**Stored items**:
════════════════════

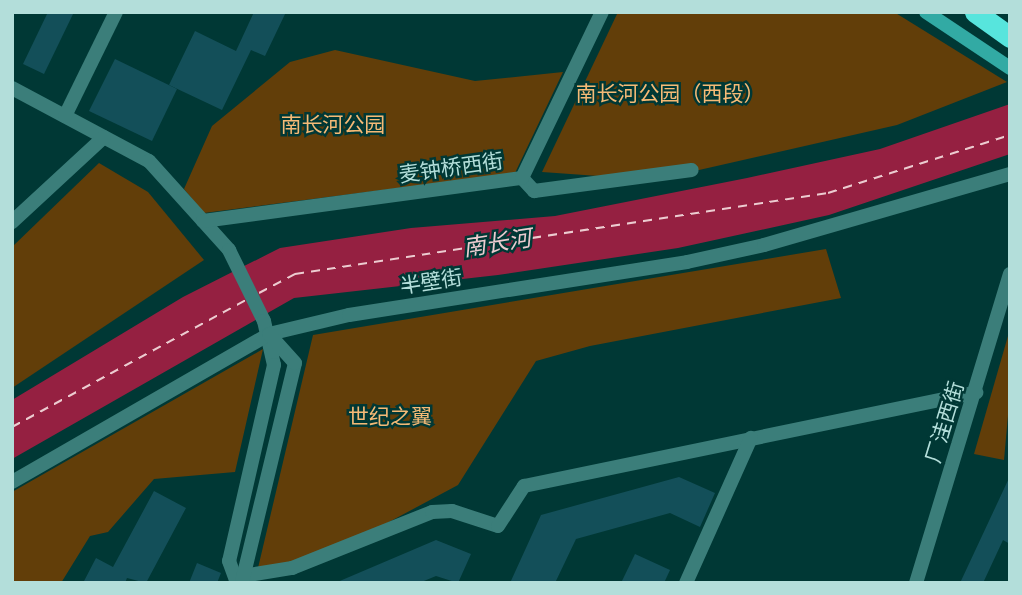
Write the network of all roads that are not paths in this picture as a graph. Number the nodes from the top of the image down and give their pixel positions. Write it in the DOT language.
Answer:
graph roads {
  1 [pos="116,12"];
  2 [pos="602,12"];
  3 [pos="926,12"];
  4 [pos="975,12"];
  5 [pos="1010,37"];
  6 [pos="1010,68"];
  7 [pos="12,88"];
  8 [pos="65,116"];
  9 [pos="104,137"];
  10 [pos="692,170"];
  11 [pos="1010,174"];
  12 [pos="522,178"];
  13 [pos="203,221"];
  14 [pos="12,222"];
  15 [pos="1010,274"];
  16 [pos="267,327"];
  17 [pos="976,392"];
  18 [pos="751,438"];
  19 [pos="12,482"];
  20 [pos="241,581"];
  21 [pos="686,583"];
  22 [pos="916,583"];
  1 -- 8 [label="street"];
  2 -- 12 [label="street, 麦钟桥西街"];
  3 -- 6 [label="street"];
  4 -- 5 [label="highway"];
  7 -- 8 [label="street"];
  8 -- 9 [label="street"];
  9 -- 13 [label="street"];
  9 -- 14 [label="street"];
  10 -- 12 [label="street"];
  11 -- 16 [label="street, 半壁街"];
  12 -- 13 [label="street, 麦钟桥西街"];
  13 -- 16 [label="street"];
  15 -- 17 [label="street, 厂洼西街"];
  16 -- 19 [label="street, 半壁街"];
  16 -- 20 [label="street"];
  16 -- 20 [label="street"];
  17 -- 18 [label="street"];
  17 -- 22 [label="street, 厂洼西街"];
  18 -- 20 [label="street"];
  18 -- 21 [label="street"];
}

════════════════════

**Aim of the task**: Word for word, set down every record, keeping the images out.

**Exercise response**:
Write the network of all roads that are not paths in this picture as a graph. Number the nodes from the top of the image down and give their pixel positions. Write it in the DOT language.
Answer:
graph roads {
  1 [pos="116,12"];
  2 [pos="602,12"];
  3 [pos="926,12"];
  4 [pos="975,12"];
  5 [pos="1010,37"];
  6 [pos="1010,68"];
  7 [pos="12,88"];
  8 [pos="65,116"];
  9 [pos="104,137"];
  10 [pos="692,170"];
  11 [pos="1010,174"];
  12 [pos="522,178"];
  13 [pos="203,221"];
  14 [pos="12,222"];
  15 [pos="1010,274"];
  16 [pos="267,327"];
  17 [pos="976,392"];
  18 [pos="751,438"];
  19 [pos="12,482"];
  20 [pos="241,581"];
  21 [pos="686,583"];
  22 [pos="916,583"];
  1 -- 8 [label="street"];
  2 -- 12 [label="street, 麦钟桥西街"];
  3 -- 6 [label="street"];
  4 -- 5 [label="highway"];
  7 -- 8 [label="street"];
  8 -- 9 [label="street"];
  9 -- 13 [label="street"];
  9 -- 14 [label="street"];
  10 -- 12 [label="street"];
  11 -- 16 [label="street, 半壁街"];
  12 -- 13 [label="street, 麦钟桥西街"];
  13 -- 16 [label="street"];
  15 -- 17 [label="street, 厂洼西街"];
  16 -- 19 [label="street, 半壁街"];
  16 -- 20 [label="street"];
  16 -- 20 [label="street"];
  17 -- 18 [label="street"];
  17 -- 22 [label="street, 厂洼西街"];
  18 -- 20 [label="street"];
  18 -- 21 [label="street"];
}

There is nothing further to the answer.